Social Anxiety | Teen Ink

Social Anxiety

January 10, 2015
By queerama BRONZE, San Antonio, Texas
queerama BRONZE, San Antonio, Texas
1 article 0 photos 0 comments

Favorite Quote:
"We are the grandaughters of the witches you were not able to burn"


Social anxiety is the worst thing anyone can be plagued with. If you go somewhere where you know a whole group of people are going to be, you are going to sit in your bed, starring blankly at the wall, just worrying.

"What if I say something stupid?" "What if they think I’m ugly?" "What if they don’t like me?" "What if I make a fool of myself somehow?"

And then you get there, you sit down and you just keep your mouth shut. You are too paralyzed with fear to speak. Even if you wanted to, you can’t. It’s as if your jaw is wired shut and no one knows except you.

You have to pick something off of the table and you worry about it. Why? Because you’re shaking. You are shaking so bad and it is noticeable. You just know everyone is going to notice and think something bad or odd about yourself.

You barely eat because you worry that everyone will judge you if you eat more. You worry more people will see you shake. But you also worry that your stomach will growl and draw attention to yourself. Because you are starving, but you just don’t want to make a fool of yourself.

You are not speaking, you are not eating, you are shaking, and your heart is beating so fast that you worry the left side of your body is going to go numb any second now. You are starting to feel hot and you don’t want to turn red in front of everyone.

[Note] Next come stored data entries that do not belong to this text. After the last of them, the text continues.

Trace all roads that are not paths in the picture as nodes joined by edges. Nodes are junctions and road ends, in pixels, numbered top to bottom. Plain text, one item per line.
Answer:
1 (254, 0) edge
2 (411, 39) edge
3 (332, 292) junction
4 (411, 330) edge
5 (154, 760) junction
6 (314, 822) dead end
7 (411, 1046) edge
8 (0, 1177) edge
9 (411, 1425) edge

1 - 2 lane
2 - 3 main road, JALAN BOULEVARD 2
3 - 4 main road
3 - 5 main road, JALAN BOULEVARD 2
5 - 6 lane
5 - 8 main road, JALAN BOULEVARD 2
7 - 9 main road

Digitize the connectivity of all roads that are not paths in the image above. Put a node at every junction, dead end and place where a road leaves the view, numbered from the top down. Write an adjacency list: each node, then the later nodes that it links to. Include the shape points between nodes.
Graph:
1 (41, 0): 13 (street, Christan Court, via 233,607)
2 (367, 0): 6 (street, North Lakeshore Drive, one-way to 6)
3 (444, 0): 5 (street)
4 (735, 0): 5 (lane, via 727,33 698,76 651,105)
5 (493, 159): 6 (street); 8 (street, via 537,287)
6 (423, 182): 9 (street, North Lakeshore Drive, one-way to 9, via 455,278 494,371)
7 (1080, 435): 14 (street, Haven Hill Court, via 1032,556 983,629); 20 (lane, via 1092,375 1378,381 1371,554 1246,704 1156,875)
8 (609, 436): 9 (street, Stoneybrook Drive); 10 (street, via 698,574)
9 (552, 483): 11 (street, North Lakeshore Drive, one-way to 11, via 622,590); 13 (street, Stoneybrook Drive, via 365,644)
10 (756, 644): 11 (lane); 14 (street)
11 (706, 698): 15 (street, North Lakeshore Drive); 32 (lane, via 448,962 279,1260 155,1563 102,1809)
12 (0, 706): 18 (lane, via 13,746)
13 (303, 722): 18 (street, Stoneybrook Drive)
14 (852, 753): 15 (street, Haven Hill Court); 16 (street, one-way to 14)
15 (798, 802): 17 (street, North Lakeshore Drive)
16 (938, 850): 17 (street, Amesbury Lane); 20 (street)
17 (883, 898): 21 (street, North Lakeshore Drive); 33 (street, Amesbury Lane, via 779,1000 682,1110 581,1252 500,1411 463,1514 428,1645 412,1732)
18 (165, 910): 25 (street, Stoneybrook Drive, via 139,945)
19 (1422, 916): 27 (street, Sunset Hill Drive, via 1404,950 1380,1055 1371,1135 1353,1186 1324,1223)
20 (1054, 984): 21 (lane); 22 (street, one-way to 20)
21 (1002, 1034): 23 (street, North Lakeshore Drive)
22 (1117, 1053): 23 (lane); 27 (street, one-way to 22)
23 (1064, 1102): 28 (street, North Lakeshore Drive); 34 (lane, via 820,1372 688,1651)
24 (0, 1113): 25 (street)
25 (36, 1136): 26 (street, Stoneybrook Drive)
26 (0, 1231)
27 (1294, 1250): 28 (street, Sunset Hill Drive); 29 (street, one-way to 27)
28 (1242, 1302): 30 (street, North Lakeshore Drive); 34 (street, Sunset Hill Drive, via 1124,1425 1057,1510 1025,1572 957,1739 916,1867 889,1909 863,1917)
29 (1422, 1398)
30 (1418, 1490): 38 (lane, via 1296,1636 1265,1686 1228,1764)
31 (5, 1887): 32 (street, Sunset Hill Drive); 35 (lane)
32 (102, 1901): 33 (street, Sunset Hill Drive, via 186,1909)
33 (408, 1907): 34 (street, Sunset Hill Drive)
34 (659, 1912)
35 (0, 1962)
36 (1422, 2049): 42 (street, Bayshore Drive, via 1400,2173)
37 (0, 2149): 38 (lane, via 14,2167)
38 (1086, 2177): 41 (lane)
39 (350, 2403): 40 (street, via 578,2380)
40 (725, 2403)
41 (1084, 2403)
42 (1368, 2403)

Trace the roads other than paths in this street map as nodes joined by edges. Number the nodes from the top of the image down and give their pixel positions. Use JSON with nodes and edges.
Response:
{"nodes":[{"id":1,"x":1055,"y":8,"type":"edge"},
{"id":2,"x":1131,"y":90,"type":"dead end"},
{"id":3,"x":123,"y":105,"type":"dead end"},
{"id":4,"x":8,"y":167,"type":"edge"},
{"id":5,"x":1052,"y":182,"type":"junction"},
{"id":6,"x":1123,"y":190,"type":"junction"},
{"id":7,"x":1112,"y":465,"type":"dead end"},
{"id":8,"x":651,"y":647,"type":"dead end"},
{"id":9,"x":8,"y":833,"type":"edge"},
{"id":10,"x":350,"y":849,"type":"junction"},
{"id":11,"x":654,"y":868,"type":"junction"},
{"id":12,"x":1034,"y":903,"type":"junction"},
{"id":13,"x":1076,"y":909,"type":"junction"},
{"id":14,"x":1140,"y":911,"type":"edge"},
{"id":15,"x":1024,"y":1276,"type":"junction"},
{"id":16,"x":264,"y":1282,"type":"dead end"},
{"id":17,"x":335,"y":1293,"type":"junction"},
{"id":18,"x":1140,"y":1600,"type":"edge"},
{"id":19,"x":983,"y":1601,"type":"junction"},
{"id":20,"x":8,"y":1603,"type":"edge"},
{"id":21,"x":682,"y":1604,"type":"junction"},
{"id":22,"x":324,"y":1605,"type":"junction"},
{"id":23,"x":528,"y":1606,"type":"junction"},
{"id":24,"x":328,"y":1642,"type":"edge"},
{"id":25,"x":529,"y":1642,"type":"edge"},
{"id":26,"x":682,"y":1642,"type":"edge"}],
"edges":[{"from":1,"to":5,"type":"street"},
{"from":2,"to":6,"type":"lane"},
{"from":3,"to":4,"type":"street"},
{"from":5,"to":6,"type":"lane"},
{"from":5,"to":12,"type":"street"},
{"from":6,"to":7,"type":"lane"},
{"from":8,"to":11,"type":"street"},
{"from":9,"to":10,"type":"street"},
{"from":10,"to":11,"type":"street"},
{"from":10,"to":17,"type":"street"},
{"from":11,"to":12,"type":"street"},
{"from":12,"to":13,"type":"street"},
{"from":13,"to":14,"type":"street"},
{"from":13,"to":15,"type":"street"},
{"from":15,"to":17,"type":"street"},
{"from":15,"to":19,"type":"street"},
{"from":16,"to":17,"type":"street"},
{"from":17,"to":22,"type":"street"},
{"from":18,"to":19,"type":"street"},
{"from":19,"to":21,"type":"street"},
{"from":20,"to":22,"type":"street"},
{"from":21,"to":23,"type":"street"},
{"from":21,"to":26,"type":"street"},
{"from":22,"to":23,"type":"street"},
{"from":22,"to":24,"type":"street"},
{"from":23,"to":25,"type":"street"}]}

Tell me again how social anxiety is just me being “shy”


The author's comments:

I suffer from Social Anxiety. I have for as long as I can remember. it doesn't really matter if I've known someone for a long time, in some way I'm still going to shake. When I'm around someone I know very well (even years) I will still slightly shake to where I don't even feel it, but it's still noticable to everyone else. And they do point it out.

 

Meeting new people is frustrating for me, not that I'm not likable. I'm actually a great person to be around. It's just the physical affects that bug me when I go back to being by myself. I still shake afterwords and I ruminate on what I said and did. I didn't actually analyze how I felt around people until not too long ago. I just thought maybe I was crazy.

 

For some it's usually intense panic attacks and even fainting. Luckily, I've only had one panic attack in my whole life. However, that doesn't deminish the harsh reality of what I have to deal with when I'm around people every day. When I get to know people it does lessen, but again I'll still slightly shake. I'm still trying to learn how to deal with it and how to cope. If there is one thing that I wish I could make go away though, it would be the shaking, it's kind of difficult to shake a now-friend's hand when you can't even pick up a cup for the next hour without it spilling everywhere.